(Input):
═══

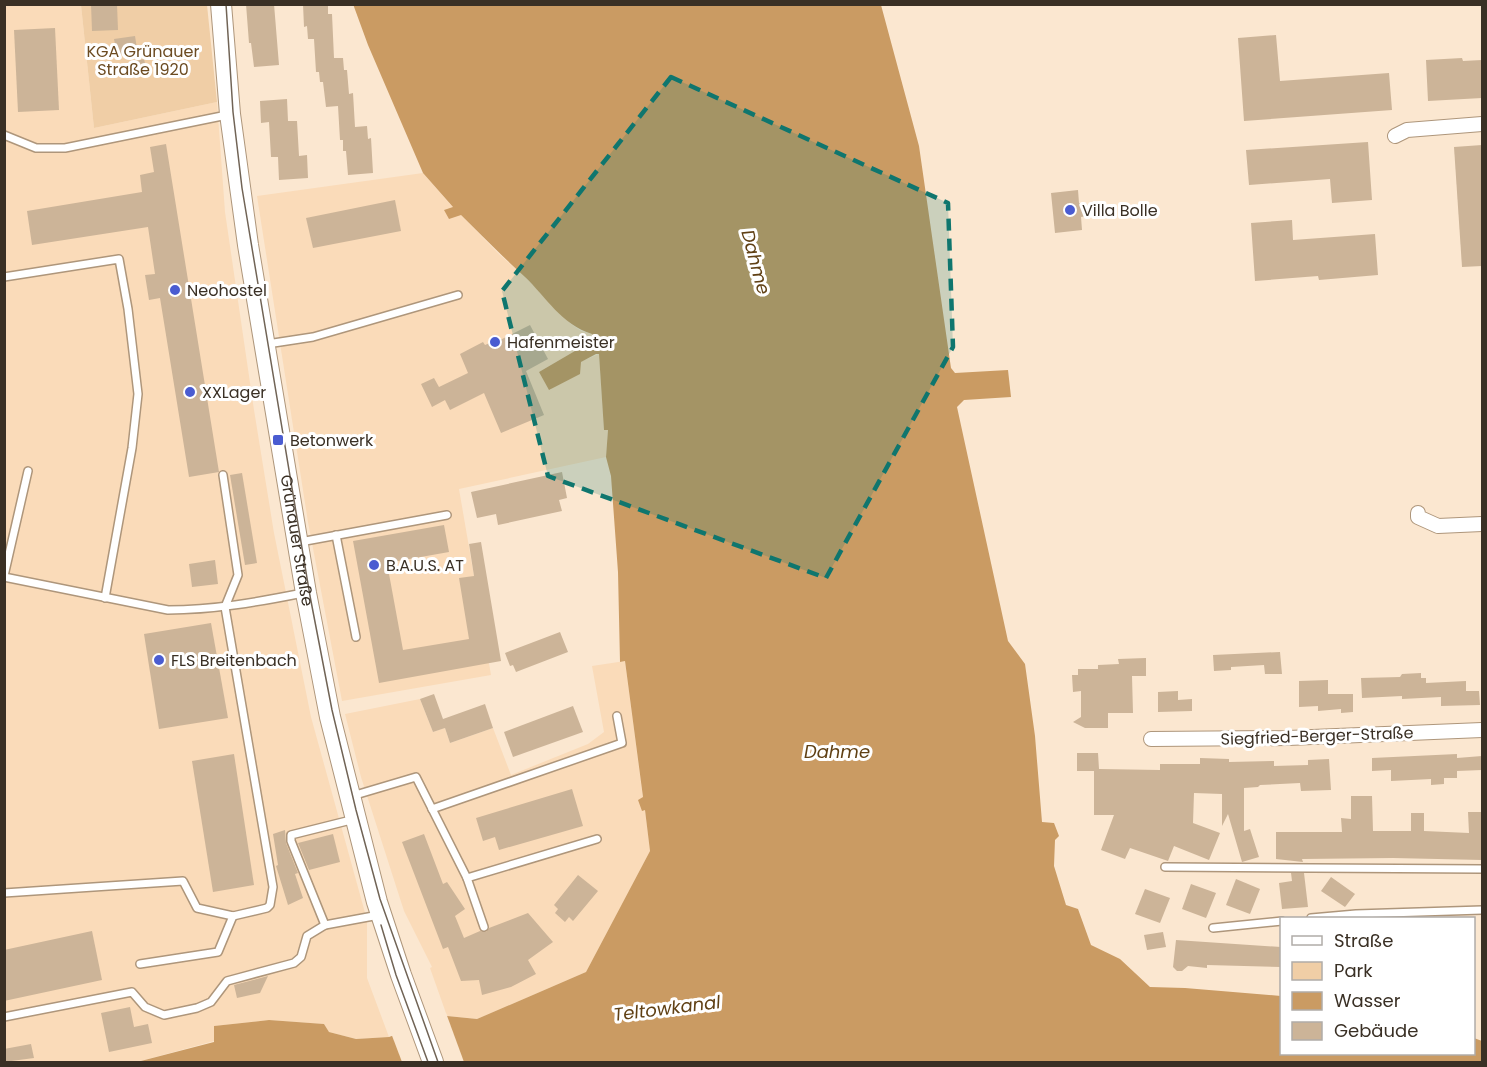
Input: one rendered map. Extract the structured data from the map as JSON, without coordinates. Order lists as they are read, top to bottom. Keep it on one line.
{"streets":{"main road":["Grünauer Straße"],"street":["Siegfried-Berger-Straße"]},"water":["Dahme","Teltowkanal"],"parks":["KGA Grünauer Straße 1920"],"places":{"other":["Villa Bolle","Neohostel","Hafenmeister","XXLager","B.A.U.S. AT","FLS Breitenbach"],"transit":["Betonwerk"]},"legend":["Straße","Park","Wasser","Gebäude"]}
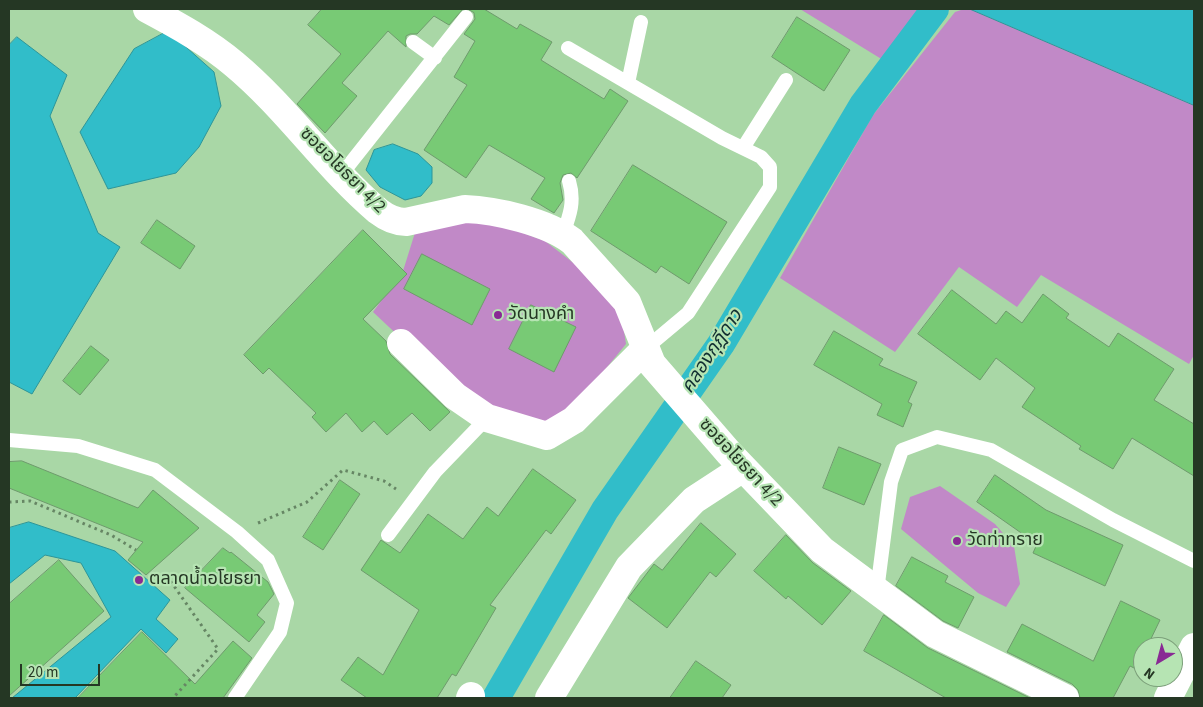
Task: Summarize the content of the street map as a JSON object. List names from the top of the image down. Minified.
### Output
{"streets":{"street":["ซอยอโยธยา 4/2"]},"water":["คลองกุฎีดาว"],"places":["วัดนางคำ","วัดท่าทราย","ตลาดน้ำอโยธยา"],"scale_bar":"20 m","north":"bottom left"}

═══

(What this task involves):
Repeat the whole of the material above exactly, but keep the pictures out.

(Response to this exercise):
Input: one rendered map. Extract the structured data from the map as JSON, without coordinates. Order lists as they are read, top to bottom. Keep it on one line.
{"streets":{"main road":["Grünauer Straße"],"street":["Siegfried-Berger-Straße"]},"water":["Dahme","Teltowkanal"],"parks":["KGA Grünauer Straße 1920"],"places":{"other":["Villa Bolle","Neohostel","Hafenmeister","XXLager","B.A.U.S. AT","FLS Breitenbach"],"transit":["Betonwerk"]},"legend":["Straße","Park","Wasser","Gebäude"]}
Task: Summarize the content of the street map as a JSON object. List names from the top of the image down. Minified.
### Output
{"streets":{"street":["ซอยอโยธยา 4/2"]},"water":["คลองกุฎีดาว"],"places":["วัดนางคำ","วัดท่าทราย","ตลาดน้ำอโยธยา"],"scale_bar":"20 m","north":"bottom left"}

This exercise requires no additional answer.